A Mosca, è ricco di storia un maestoso palazzo in stile costruttivista. Nata per sopperire alla mancanza di alloggi di prestigio nella nuova capitale (Mosca invece di San Pietroburgo), ideata e costruita in quattro anni (1927-31), la Casa sul lungofiume (in russo Dom na naberežnoj) è diventata un simbolo dei paradossi dittatoriali. Concepita per le fasce di piú alto livello della nomenklatura, la Casa con i suoi abitanti ha finito con l’essere bersaglio di agenti e servizi segreti impegnati a scoprire possibili dissidenti, o eventuali (spesso immaginari) complotti da parte dei suoi stessi collaboratori, alti burocrati o funzionari, che il dittatore Stalin sospettava agissero di continuo a suo danno, nonché del Partito e addirittura dell’intera nazione. La storia delle famiglie della Casa, passate da agi relativi a sequestri e violenze, è stata raccontata, dirò tra poco, da diversi autori come una sorta di microcosmo della Russia staliniana, della complessità di quel periodo, del modo di vivere alternativo, della evidente esultanza e piena soddisfazione dei privilegiati cui veniva concesso di abitare in uno di quei lussuosi appartamenti. Salvo poi essere catapultati all’improvviso e di notte nel «Grande Terrore», senza possibilità di scampo.

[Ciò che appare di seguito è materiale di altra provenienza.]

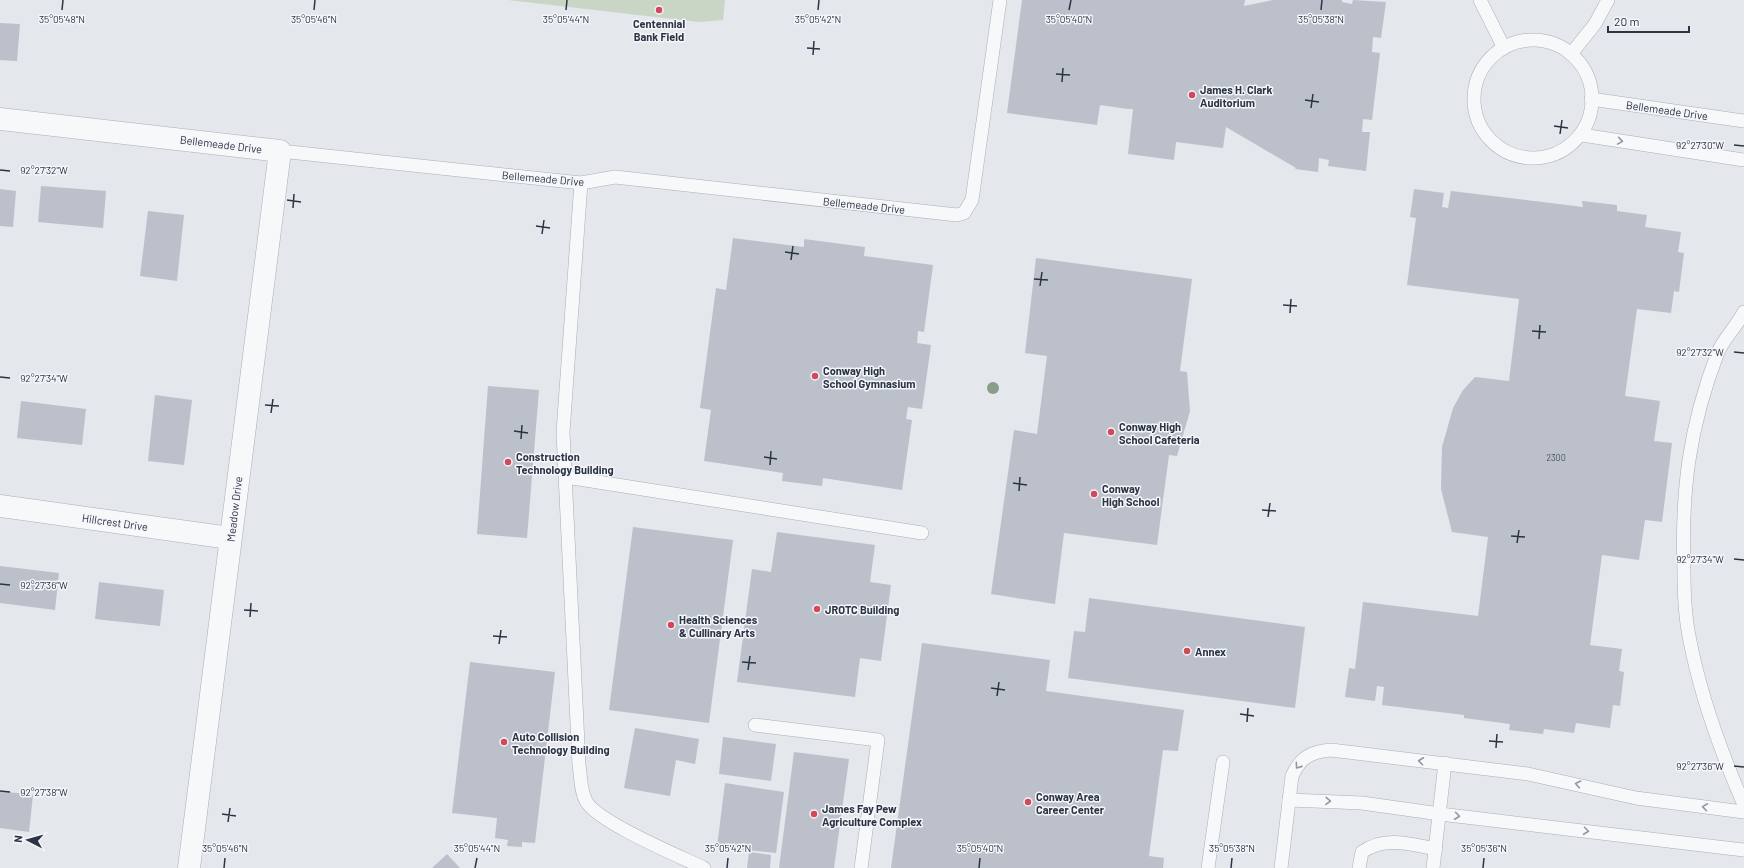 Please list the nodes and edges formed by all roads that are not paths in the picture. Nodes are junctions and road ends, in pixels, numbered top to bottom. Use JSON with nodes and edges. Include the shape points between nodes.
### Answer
{"nodes":[{"id":1,"x":1000,"y":0,"type":"edge"},
{"id":2,"x":1480,"y":0,"type":"edge"},
{"id":3,"x":1608,"y":0,"type":"edge"},
{"id":4,"x":1504,"y":48,"type":"junction"},
{"id":5,"x":1571,"y":54,"type":"junction"},
{"id":6,"x":1591,"y":99,"type":"junction"},
{"id":7,"x":0,"y":119,"type":"edge"},
{"id":8,"x":1744,"y":121,"type":"edge"},
{"id":9,"x":1582,"y":135,"type":"junction"},
{"id":10,"x":280,"y":151,"type":"junction"},
{"id":11,"x":1744,"y":160,"type":"edge"},
{"id":12,"x":581,"y":183,"type":"junction"},
{"id":13,"x":1744,"y":312,"type":"edge"},
{"id":14,"x":566,"y":477,"type":"junction"},
{"id":15,"x":0,"y":506,"type":"edge"},
{"id":16,"x":922,"y":533,"type":"dead end"},
{"id":17,"x":230,"y":538,"type":"junction"},
{"id":18,"x":755,"y":725,"type":"dead end"},
{"id":19,"x":1223,"y":762,"type":"dead end"},
{"id":20,"x":1445,"y":764,"type":"junction"},
{"id":21,"x":1289,"y":800,"type":"junction"},
{"id":22,"x":1744,"y":805,"type":"edge"},
{"id":23,"x":1744,"y":812,"type":"edge"},
{"id":24,"x":1440,"y":814,"type":"junction"},
{"id":25,"x":1744,"y":847,"type":"edge"},
{"id":26,"x":1436,"y":849,"type":"junction"},
{"id":27,"x":189,"y":868,"type":"edge"},
{"id":28,"x":704,"y":868,"type":"edge"},
{"id":29,"x":861,"y":868,"type":"edge"},
{"id":30,"x":1208,"y":868,"type":"edge"},
{"id":31,"x":1281,"y":868,"type":"edge"},
{"id":32,"x":1359,"y":868,"type":"edge"},
{"id":33,"x":1433,"y":868,"type":"edge"}],
"edges":[{"from":1,"to":12,"type":"lane","name":"Bellemeade Drive","via":[[972,200],[964,213],[951,215],[615,177]]},
{"from":2,"to":4,"type":"lane"},
{"from":3,"to":5,"type":"lane","via":[[1595,24]]},
{"from":4,"to":5,"type":"lane","via":[[1532,40],[1552,43]]},
{"from":4,"to":9,"type":"lane","via":[[1495,54],[1482,70],[1475,89],[1475,109],[1482,128],[1494,144],[1510,154],[1528,158],[1547,157],[1564,150]]},
{"from":5,"to":6,"type":"lane","via":[[1583,68],[1590,85]]},
{"from":6,"to":8,"type":"lane","name":"Bellemeade Drive"},
{"from":6,"to":9,"type":"lane","via":[[1588,122]]},
{"from":7,"to":10,"type":"street","name":"Bellemeade Drive"},
{"from":9,"to":11,"type":"lane","one_way":true},
{"from":10,"to":12,"type":"lane","name":"Bellemeade Drive"},
{"from":10,"to":17,"type":"street","name":"Meadow Drive"},
{"from":12,"to":14,"type":"lane","via":[[563,432]]},
{"from":13,"to":22,"type":"lane","via":[[1719,350],[1694,428],[1686,480],[1683,546],[1685,610],[1689,640],[1713,727]]},
{"from":14,"to":16,"type":"lane"},
{"from":14,"to":28,"type":"lane","via":[[579,765],[586,801],[595,811],[615,824]]},
{"from":15,"to":17,"type":"street","name":"Hillcrest Drive"},
{"from":17,"to":27,"type":"street","name":"Meadow Drive"},
{"from":18,"to":29,"type":"lane","via":[[878,740]]},
{"from":19,"to":30,"type":"lane"},
{"from":20,"to":21,"type":"lane","one_way":true,"via":[[1331,750],[1319,751],[1298,764],[1292,776]]},
{"from":23,"to":20,"type":"lane","one_way":true,"via":[[1636,798],[1528,774]]},
{"from":20,"to":24,"type":"lane"},
{"from":21,"to":24,"type":"lane","one_way":true,"via":[[1362,803]]},
{"from":21,"to":31,"type":"lane"},
{"from":24,"to":25,"type":"lane","one_way":true},
{"from":24,"to":26,"type":"lane"},
{"from":26,"to":32,"type":"lane","via":[[1396,841],[1372,846],[1362,852]]},
{"from":26,"to":33,"type":"lane"}]} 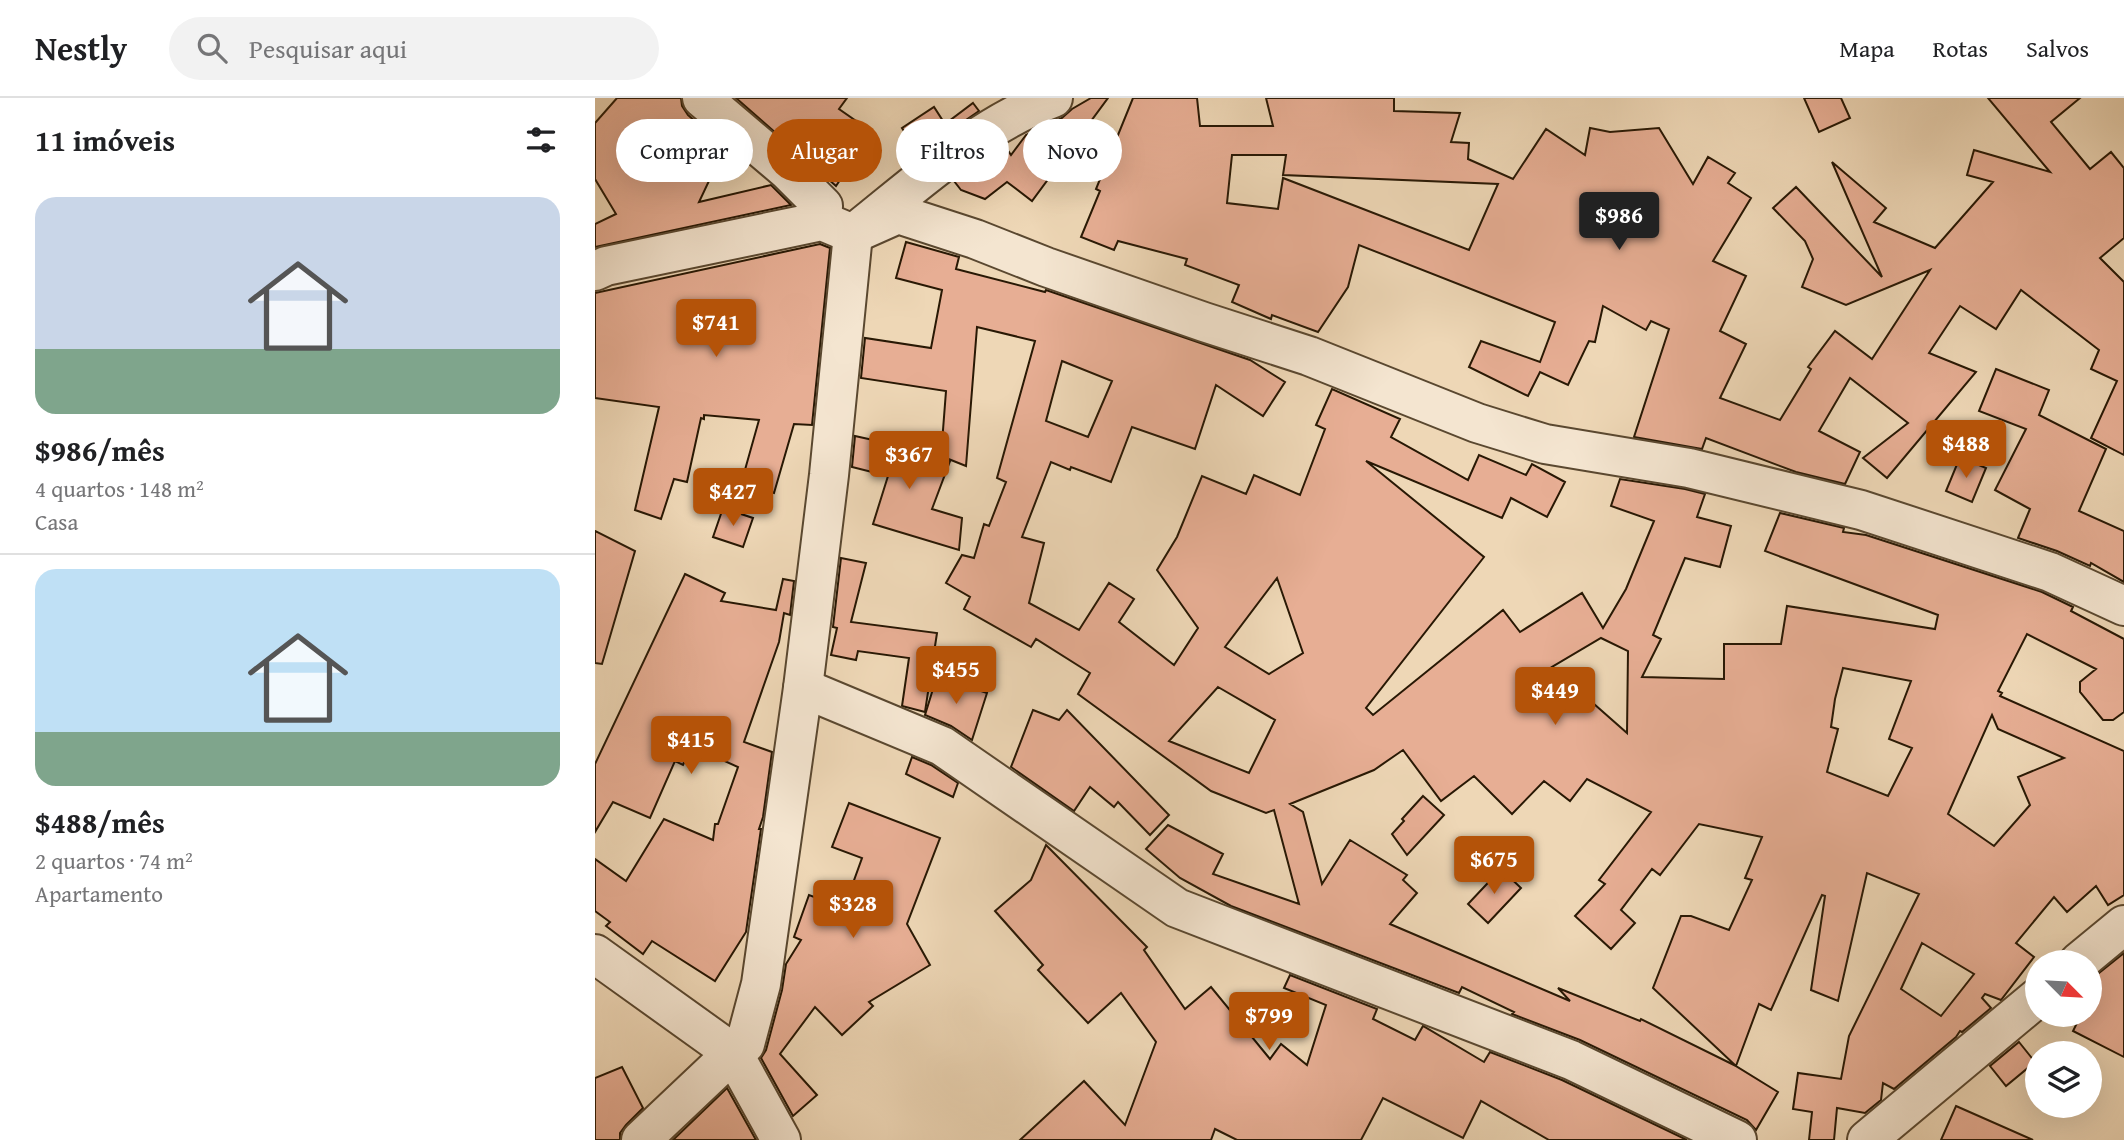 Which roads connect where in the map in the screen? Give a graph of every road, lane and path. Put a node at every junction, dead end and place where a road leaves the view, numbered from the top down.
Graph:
1 (702, 98) edge
2 (1053, 98) edge
3 (837, 227) junction
4 (595, 271) edge
5 (2124, 607) edge
6 (803, 688) junction
7 (2124, 925) edge
8 (2094, 950) edge
9 (595, 954) edge
10 (2025, 1009) edge
11 (733, 1053) junction
12 (1883, 1138) edge
13 (641, 1140) edge
14 (781, 1140) edge
15 (1737, 1140) edge

1 - 3 street
2 - 3 street
3 - 4 street
3 - 5 street
3 - 6 street
6 - 11 street
6 - 15 street
7 - 8 street
9 - 11 street
10 - 12 street
11 - 13 street
11 - 14 street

La Casa sul lungofiume aveva ben 505 appartamenti destinati ai membri delle classi sovietiche piú altolocate: ministri, esponenti della nomenklatura, insigni funzionari dei ministeri, membri del governo, generali, eroi bolscevichi della Guerra civile, scienziati, letterati, scrittori, attori, tutti superbi del proprio passato e del presente, fedeli e fieri del riconoscimento che il partito-Stato concedeva loro. Nel complesso la casa era un edificio di eccezionale prestigio: come “una città nella città”. Nel suo interno c’erano campi da tennis e centri sportivi, una imponente palestra e una altrettanto imponente biblioteca, un cinematografo, negozi di parrucchieri, un mercato, un ristorante che serviva pranzi e cene e che, se richiesto, li portava direttamente negli appartamenti. Il tutto era solo ed esclusivamente predisposto per gli abitanti.
Gli alloggi erano enormi per gli standard sovietici e ognuno di essi aveva rifiniture di pregio, artistiche carte da parati, boiserie e parquet all’interno, e persino all’esterno su scale e pianerottoli. I mobili di lusso, le pesanti poltrone, i divani, le sedie, i letti matrimoniali e non, i grandi lampadari di cristallo appartenevano allo Stato, e su ognuno di essi c’era una targhetta di metallo con il numero d’inventario. Lo stabile aveva ben 25 differenti ingressi, ciascuno dei quali sorvegliato da un agente scrupoloso, che annotava con diligenza chi entrava e chi usciva e quando. L’ingresso numero 11 era però sempre chiuso e apparentemente disabitato. Forse era proprio quello il luogo specifico in cui la Nkvd, il servizio segreto dell’epoca, aveva installato (a insaputa di tutti), le centraline che probabilmente intercettavano e registravano le conversazioni, le piú riservate e confidenziali nelle singole stanze, e persino nei bagni di ogni appartamento in cui risiedevano i personaggi della nomenklatura, e anche i loro ospiti. Tra gli inquilini piú famosi, c’erano anche i parenti di Stalin, la figlia Svetlana Allilueva e il figlio Vasilij, nati dal suo secondo matrimonio.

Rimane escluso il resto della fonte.